[REQUIREMENT] Filter the lines below, copying only those with the string "شارع".

++++++++++++++++++++

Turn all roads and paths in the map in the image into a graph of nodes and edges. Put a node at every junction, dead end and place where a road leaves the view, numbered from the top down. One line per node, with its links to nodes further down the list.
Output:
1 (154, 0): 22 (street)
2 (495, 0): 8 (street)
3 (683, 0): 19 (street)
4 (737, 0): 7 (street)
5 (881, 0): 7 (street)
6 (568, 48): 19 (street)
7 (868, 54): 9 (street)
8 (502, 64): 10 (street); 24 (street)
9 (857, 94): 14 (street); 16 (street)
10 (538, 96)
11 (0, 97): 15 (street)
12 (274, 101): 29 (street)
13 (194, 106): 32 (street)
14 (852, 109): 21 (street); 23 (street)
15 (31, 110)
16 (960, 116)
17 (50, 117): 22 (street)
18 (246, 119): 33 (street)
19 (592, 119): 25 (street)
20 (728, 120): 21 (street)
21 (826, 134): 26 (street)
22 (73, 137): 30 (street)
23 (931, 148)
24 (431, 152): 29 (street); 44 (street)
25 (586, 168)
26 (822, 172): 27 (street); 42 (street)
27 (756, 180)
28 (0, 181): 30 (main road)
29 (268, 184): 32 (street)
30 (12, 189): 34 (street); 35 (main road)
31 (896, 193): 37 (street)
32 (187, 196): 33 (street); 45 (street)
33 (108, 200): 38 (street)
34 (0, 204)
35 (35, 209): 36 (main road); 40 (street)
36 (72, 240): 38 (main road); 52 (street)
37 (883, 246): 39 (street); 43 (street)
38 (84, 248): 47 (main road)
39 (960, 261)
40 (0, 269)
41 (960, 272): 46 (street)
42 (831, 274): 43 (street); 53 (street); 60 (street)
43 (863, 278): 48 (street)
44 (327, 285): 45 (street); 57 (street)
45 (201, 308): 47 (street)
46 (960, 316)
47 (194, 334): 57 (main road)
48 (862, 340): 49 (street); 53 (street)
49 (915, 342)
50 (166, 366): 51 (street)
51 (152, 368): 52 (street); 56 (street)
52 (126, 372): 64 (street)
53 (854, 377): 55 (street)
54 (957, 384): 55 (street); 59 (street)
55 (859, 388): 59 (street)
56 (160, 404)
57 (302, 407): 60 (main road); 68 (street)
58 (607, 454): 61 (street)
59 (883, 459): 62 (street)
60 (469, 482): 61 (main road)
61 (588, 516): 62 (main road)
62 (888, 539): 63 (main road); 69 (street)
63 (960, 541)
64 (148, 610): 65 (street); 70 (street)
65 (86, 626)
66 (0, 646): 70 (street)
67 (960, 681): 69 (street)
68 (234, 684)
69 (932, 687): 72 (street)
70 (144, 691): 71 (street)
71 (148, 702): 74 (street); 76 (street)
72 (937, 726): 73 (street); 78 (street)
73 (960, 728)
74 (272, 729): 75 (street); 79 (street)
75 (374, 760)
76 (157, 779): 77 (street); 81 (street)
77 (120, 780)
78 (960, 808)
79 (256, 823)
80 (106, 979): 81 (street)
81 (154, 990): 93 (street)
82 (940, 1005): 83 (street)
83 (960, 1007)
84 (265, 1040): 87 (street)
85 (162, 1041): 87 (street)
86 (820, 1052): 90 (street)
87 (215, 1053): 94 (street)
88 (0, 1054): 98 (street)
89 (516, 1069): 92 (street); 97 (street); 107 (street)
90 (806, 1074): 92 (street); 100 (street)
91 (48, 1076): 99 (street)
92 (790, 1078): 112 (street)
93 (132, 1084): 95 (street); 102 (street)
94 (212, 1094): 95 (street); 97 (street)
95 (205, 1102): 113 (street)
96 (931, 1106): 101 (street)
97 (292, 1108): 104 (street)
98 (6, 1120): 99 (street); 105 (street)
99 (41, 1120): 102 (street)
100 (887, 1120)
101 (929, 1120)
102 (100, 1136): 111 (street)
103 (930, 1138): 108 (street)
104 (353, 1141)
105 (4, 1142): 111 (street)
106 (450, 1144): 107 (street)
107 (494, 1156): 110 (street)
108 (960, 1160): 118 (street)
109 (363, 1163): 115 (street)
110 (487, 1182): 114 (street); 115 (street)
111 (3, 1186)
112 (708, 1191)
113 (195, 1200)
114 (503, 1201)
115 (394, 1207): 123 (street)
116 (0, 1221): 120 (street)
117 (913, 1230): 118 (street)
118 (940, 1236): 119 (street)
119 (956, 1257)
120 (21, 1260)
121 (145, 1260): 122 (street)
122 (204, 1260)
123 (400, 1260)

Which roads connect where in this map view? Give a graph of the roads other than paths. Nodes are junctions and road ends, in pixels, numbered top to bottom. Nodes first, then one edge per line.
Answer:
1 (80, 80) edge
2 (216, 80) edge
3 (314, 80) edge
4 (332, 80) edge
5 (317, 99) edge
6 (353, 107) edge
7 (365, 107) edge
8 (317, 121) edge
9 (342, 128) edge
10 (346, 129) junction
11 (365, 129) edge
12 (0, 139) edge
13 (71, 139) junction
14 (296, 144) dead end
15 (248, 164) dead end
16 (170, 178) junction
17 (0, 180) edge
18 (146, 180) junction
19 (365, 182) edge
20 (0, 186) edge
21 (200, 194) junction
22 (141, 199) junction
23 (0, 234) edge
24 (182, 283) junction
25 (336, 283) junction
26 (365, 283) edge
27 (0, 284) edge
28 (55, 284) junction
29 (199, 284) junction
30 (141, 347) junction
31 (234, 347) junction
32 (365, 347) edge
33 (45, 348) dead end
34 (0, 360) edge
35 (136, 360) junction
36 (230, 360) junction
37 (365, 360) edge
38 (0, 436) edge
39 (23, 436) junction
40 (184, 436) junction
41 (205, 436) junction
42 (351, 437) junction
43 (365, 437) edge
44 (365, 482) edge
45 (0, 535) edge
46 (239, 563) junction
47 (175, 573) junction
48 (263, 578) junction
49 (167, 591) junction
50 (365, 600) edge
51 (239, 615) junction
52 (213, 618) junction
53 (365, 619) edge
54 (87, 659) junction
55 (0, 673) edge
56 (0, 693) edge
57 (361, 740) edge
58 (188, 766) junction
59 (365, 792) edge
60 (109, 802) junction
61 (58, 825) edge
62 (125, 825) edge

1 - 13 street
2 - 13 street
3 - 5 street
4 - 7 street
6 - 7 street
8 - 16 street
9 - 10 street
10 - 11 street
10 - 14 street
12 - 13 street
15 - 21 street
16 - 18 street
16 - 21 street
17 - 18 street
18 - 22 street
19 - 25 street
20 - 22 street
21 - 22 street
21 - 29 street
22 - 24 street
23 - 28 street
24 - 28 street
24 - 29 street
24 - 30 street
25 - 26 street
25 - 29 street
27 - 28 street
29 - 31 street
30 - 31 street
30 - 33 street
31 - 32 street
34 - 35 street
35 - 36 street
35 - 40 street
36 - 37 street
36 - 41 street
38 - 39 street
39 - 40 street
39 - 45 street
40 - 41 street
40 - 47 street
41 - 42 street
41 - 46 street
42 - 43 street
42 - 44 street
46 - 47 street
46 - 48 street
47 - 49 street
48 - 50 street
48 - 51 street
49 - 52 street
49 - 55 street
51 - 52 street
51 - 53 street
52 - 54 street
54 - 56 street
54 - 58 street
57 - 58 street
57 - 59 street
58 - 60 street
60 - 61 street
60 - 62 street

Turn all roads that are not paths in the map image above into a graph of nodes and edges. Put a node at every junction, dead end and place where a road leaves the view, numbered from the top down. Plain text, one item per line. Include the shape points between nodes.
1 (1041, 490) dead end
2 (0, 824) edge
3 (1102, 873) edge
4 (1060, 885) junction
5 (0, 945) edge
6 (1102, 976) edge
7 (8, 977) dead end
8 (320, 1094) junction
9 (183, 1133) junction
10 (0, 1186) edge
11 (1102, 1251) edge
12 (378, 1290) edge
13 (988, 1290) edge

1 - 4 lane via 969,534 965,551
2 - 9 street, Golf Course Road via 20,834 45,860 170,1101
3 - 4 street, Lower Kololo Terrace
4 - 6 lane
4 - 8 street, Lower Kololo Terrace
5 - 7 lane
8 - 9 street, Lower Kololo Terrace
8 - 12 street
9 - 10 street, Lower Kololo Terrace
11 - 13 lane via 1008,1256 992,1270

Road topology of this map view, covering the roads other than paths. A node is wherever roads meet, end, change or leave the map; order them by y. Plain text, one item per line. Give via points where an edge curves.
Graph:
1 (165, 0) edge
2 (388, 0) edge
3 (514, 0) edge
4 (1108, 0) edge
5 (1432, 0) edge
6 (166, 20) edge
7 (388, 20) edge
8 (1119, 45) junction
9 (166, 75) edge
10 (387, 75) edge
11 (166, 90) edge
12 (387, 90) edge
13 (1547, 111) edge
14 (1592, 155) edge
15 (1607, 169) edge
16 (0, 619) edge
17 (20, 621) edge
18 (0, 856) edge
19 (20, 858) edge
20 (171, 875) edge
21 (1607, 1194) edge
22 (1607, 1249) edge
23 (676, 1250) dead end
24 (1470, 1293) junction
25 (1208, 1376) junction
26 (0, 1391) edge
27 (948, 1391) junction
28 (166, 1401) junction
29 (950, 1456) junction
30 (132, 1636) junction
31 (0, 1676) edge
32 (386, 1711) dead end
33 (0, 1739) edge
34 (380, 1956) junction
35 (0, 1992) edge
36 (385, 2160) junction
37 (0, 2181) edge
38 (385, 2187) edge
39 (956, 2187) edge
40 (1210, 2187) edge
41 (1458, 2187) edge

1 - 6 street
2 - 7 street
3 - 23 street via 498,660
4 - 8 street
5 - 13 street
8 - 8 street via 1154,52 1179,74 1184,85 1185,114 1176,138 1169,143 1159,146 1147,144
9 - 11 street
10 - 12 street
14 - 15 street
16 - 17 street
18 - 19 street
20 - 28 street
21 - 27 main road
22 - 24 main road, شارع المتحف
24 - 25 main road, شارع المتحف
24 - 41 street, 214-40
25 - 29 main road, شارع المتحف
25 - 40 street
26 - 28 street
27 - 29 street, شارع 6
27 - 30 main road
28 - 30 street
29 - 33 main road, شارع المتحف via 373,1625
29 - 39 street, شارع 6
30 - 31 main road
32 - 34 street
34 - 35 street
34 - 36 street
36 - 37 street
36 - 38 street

++++++++++++++++++++

[YOUR RESPONSE]
22 - 24 main road, شارع المتحف
24 - 25 main road, شارع المتحف
25 - 29 main road, شارع المتحف
27 - 29 street, شارع 6
29 - 33 main road, شارع المتحف via 373,1625
29 - 39 street, شارع 6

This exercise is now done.